DXD: It’s another dimension, more specifically, like Narnia or any number of fantasy worlds. I was messing around with an idea that it’s a world specifically hidden within our language, but unfortunately that idea was both too complicated and pretentious for me to pull off in the end… part of the reason this remains a fragment. As for when it’s set… well one character’s name is a pretty clumsy distortion of a historical figure from our world so I’ll leave it at that.

I’m a huge fantasy nerd so I love world building, but I’m not necessarily married to stories set in made up worlds. I published an alternative earth story a while back called “The Apollo Mission” about the ancient Romans developing space travel, but I haven’t done much with alternative earths otherwise. Maybe worth considering though!

GMM: There’s clearly a political or caste structure in your story. Is it primarily between species, or is it a bit more complicated than that? The dog-like creature is a decorated military man, so I assume that there is a hierarchy within that system, and I assume that there have been wars. Do you draw any parallels between what’s happening in this SFF story and what’s currently happening in our own time on Earth?

DXD: The hierarchy is pretty basic: the Avians have tricked the rest of the world through the power of their eloquence into letting them run it. The Bestials –which the dog-like creature belongs to, and all more or less look like humanoid versions of earth animals- are the “middle class” of the world (which is called Lexis.) They do all the dirty work for the Avians. Finally, at the bottom of society are the “Ill-Mades” who are unclassifiable but come in any sort of shape and size.
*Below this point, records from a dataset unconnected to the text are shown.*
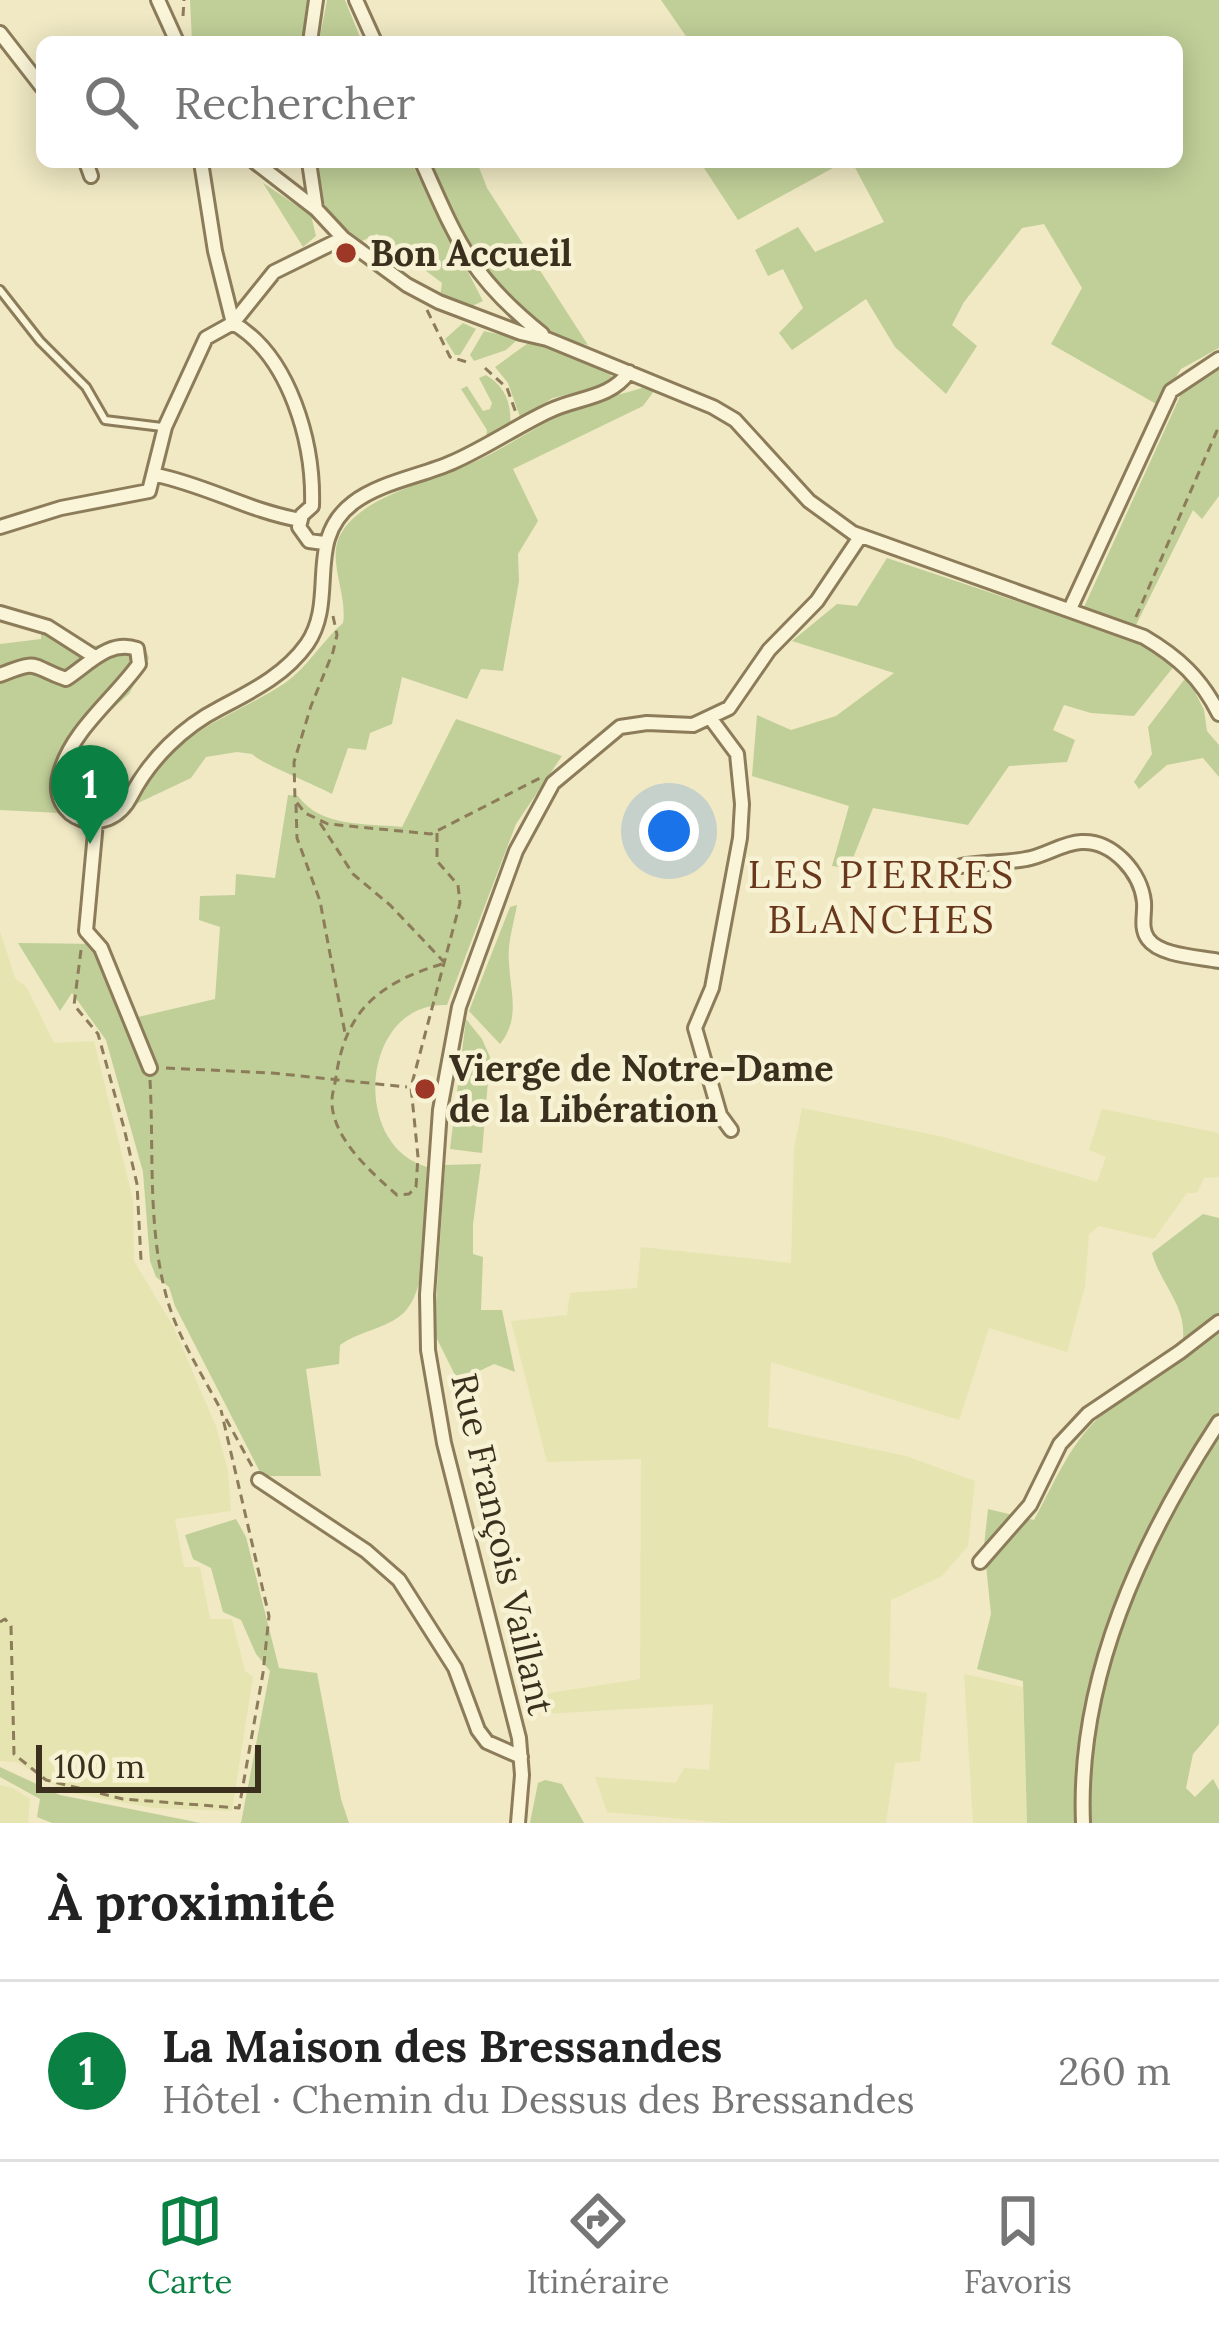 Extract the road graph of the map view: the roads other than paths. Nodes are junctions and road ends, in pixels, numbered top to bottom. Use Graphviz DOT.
graph roads {
  1 [pos="158,0"];
  2 [pos="316,0"];
  3 [pos="356,0"];
  4 [pos="0,33"];
  5 [pos="173,36"];
  6 [pos="311,36"];
  7 [pos="371,36"];
  8 [pos="36,78"];
  9 [pos="202,168"];
  10 [pos="263,168"];
  11 [pos="310,168"];
  12 [pos="425,168"];
  13 [pos="316,209"];
  14 [pos="343,238"];
  15 [pos="0,290"];
  16 [pos="490,290"];
  17 [pos="470,315"];
  18 [pos="233,323"];
  19 [pos="548,339"];
  20 [pos="1219,359"];
  21 [pos="629,372"];
  22 [pos="165,427"];
  23 [pos="156,475"];
  24 [pos="312,506"];
  25 [pos="337,519"];
  26 [pos="300,520"];
  27 [pos="0,527"];
  28 [pos="860,537"];
  29 [pos="324,544"];
  30 [pos="1070,609"];
  31 [pos="0,613"];
  32 [pos="95,657"];
  33 [pos="1190,670"];
  34 [pos="0,675"];
  35 [pos="1219,687"];
  36 [pos="1219,714"];
  37 [pos="711,719"];
  38 [pos="96,822"];
  39 [pos="961,866"];
  40 [pos="1219,961"];
  41 [pos="149,1068"];
  42 [pos="731,1130"];
  43 [pos="1219,1322"];
  44 [pos="1219,1422"];
  45 [pos="259,1480"];
  46 [pos="980,1562"];
  47 [pos="521,1757"];
  48 [pos="518,1823"];
  49 [pos="1083,1823"];
  1 -- 5 [label="street"];
  2 -- 6 [label="street"];
  3 -- 7 [label="street"];
  4 -- 8 [label="street"];
  9 -- 18 [label="street"];
  10 -- 13 [label="street"];
  11 -- 13 [label="street"];
  12 -- 16 [label="street"];
  13 -- 14 [label="street"];
  14 -- 17 [label="street"];
  14 -- 18 [label="street"];
  15 -- 22 [label="lane"];
  16 -- 17 [label="street"];
  16 -- 19 [label="street"];
  17 -- 19 [label="street"];
  18 -- 22 [label="street"];
  18 -- 24 [label="street"];
  19 -- 21 [label="street"];
  20 -- 30 [label="street"];
  21 -- 25 [label="street"];
  21 -- 28 [label="street"];
  22 -- 23 [label="street"];
  23 -- 26 [label="street"];
  23 -- 27 [label="street"];
  24 -- 25 [label="street"];
  24 -- 26 [label="street"];
  25 -- 29 [label="street"];
  26 -- 29 [label="street"];
  28 -- 30 [label="street"];
  28 -- 37 [label="street"];
  29 -- 38 [label="street"];
  30 -- 33 [label="street"];
  31 -- 32 [label="street"];
  32 -- 34 [label="street"];
  32 -- 38 [label="street"];
  33 -- 35 [label="street"];
  33 -- 36 [label="street"];
  37 -- 42 [label="street"];
  37 -- 47 [label="street, Rue François Vaillant"];
  38 -- 41 [label="street"];
  39 -- 40 [label="street"];
  43 -- 46 [label="street"];
  44 -- 49 [label="street"];
  45 -- 47 [label="street"];
  47 -- 48 [label="street, Rue François Vaillant"];
}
The Ill-Mades are the serfs and the slaves and are considered to be no more than beasts. None of this hierarchy is legitimate or based on reality, mind you. It’s all a great big trick the Avians have pulled, pitting races against each other and making them think they’re inferior. Thilter, the dog-creature, is the only one to see through this big lie and, being a power-hungry megalomaniac uses this knowledge to lead a revolt of Ill-Mades against the Avians. Which, as we can see from the opening paragraph of the story, has obviously failed.

Does this story have any parallels with what’s currently happening on our own Earth? Well, I started this story a long time ago (maybe 10 years?) so obviously it’s not based on anything specific happening right now, but yeah I’d say there are a lot of echoes with a lot of hierarchy-heavy societies throughout history — where some people are given greater power and influence than others for basically arbitrary reasons. Some people live in mansions and eat caviar for breakfast because they can move numbers on a screen around while others starve and suffer because they can’t. Or even worse some people are better off than the color of their skin. That seems no crazier to me than a world where birds are in charge because they’re birds! So yeah, obviously this story reflects a lot of my feelings about the world, but it’s not in reference to anything specific. “The world is just awful, usually for stupid reasons” is about the gist of it — whether it be our world or a world run by birds and beasts.

Lexis, by David X. Wiggin

He wanted her to kill him.

Galatea understood what he was asking –demanding-, though they’d bound his muzzle shut with thin bands of steel fused together in a flawless web of metal.  That hadn’t stopped him from trying to reason with, beg from, and curse her every one of the countless miles they had traversed.  He struggled, but despite his seven feet of height and the hundreds of jangling medals on his chest that proclaimed his martial prowess, with his arms and legs manacled and chained he was no match for her.  His furred face was a froth of frozen snot, spit, blood, and mud and his yellow eyes burned with a heat that had in the past had typically preceded the death of thousands.  He frightened her, broken and bound as he was, as he had always frightened her.  Still, she would not surrender to his will as she had in the past.  For his crimes, he didn’t deserve death.  He deserved far worse.  They both did.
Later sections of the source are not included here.